_PROBLEM DESCRIPTION:_ Copy, from the listing, every line in which the string "then" is present.

_THE RECORDS:_
Start of Block
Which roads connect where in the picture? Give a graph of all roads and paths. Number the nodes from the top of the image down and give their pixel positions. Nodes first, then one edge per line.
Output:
End of Block
Start of Block
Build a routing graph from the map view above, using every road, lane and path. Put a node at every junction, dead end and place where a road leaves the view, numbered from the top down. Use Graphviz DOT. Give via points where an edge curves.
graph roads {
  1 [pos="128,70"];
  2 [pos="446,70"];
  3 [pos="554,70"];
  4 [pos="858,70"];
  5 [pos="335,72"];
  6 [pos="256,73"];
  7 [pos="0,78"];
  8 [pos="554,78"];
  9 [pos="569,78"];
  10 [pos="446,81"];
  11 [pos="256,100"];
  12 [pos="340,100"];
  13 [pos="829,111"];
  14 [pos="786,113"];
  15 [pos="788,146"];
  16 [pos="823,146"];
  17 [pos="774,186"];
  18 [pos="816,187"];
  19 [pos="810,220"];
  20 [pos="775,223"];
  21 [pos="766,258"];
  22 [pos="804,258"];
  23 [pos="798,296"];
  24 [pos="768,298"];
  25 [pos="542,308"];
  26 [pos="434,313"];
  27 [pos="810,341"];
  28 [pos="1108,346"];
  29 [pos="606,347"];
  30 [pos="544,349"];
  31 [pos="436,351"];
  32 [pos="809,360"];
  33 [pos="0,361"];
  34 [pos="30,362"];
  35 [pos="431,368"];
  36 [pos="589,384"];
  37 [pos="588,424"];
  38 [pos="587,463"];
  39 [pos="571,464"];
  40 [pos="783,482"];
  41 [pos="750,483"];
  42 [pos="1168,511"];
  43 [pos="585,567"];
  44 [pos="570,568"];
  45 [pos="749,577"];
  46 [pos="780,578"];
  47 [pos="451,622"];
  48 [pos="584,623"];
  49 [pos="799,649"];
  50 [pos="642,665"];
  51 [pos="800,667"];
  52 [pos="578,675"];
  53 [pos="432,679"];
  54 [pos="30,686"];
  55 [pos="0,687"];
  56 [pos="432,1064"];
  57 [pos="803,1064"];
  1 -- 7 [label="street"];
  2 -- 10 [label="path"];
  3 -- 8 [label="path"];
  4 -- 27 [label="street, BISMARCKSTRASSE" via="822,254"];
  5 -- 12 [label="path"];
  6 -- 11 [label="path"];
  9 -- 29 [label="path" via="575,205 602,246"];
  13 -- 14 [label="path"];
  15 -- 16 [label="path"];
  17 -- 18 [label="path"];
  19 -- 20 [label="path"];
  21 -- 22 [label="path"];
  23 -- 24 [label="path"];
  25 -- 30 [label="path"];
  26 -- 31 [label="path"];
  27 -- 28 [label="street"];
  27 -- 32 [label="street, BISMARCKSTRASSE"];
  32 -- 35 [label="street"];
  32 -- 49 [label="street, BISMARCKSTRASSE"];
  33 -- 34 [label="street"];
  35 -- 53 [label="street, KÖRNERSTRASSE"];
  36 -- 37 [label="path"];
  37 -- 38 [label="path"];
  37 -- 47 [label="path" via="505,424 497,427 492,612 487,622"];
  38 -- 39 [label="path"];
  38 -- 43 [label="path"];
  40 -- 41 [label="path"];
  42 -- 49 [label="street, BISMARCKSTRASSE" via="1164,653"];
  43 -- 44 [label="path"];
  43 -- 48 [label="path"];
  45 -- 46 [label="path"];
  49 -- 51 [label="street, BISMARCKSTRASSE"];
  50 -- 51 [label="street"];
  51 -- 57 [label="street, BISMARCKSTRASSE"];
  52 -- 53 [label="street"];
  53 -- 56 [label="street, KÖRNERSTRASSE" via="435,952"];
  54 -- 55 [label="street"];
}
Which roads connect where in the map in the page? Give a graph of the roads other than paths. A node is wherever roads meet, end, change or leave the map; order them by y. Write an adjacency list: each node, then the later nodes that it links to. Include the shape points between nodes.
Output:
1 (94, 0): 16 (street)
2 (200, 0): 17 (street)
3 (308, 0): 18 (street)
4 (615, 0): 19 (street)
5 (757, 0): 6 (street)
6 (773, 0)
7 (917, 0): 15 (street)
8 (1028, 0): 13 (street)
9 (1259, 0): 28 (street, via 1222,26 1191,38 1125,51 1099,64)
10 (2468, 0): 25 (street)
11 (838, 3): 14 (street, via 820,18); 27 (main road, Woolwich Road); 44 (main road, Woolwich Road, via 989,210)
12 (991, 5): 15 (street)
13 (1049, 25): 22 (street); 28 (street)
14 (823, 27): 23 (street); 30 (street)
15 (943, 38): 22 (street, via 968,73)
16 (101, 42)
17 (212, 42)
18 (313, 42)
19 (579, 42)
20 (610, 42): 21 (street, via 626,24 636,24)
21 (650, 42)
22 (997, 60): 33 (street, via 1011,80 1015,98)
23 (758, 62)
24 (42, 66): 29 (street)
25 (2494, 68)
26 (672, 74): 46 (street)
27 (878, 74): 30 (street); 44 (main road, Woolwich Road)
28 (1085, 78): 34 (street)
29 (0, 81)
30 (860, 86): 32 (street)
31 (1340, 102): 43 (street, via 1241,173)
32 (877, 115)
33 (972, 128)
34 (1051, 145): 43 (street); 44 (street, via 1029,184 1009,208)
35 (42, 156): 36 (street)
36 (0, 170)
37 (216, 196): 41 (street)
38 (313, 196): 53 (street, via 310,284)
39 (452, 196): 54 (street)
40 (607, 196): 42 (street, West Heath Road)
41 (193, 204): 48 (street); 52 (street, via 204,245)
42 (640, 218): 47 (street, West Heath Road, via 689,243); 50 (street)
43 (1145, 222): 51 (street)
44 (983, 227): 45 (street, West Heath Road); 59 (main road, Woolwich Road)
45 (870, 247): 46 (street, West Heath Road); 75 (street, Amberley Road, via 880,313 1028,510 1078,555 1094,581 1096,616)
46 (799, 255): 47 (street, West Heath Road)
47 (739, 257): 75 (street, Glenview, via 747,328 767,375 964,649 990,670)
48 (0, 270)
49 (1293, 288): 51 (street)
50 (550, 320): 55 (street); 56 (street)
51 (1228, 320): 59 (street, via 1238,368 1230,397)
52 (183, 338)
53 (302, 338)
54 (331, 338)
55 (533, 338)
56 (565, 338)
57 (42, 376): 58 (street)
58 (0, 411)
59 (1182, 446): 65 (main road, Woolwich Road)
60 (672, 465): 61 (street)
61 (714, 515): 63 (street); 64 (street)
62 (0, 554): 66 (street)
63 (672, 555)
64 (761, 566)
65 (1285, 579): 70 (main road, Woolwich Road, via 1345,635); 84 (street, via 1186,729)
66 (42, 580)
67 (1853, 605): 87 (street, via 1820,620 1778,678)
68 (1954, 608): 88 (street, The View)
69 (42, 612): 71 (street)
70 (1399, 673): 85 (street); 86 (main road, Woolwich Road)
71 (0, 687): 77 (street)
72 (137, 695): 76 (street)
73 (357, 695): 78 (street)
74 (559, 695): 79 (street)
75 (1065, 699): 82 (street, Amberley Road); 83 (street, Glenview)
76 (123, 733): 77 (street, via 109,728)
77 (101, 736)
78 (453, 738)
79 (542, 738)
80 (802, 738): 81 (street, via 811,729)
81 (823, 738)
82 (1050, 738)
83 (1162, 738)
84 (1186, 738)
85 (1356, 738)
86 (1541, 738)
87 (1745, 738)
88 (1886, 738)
End of Block
_EXERCISE RESULT:_
Which roads connect where in the picture? Give a graph of all roads and paths. Number the nodes from the top of the image down and give their pixel positions. Nodes first, then one edge per line.
Which roads connect where in the map in the page? Give a graph of the roads other than paths. A node is wherever roads meet, end, change or leave the map; order them by y. Write an adjacency list: each node, then the later nodes that it links to. Include the shape points between nodes.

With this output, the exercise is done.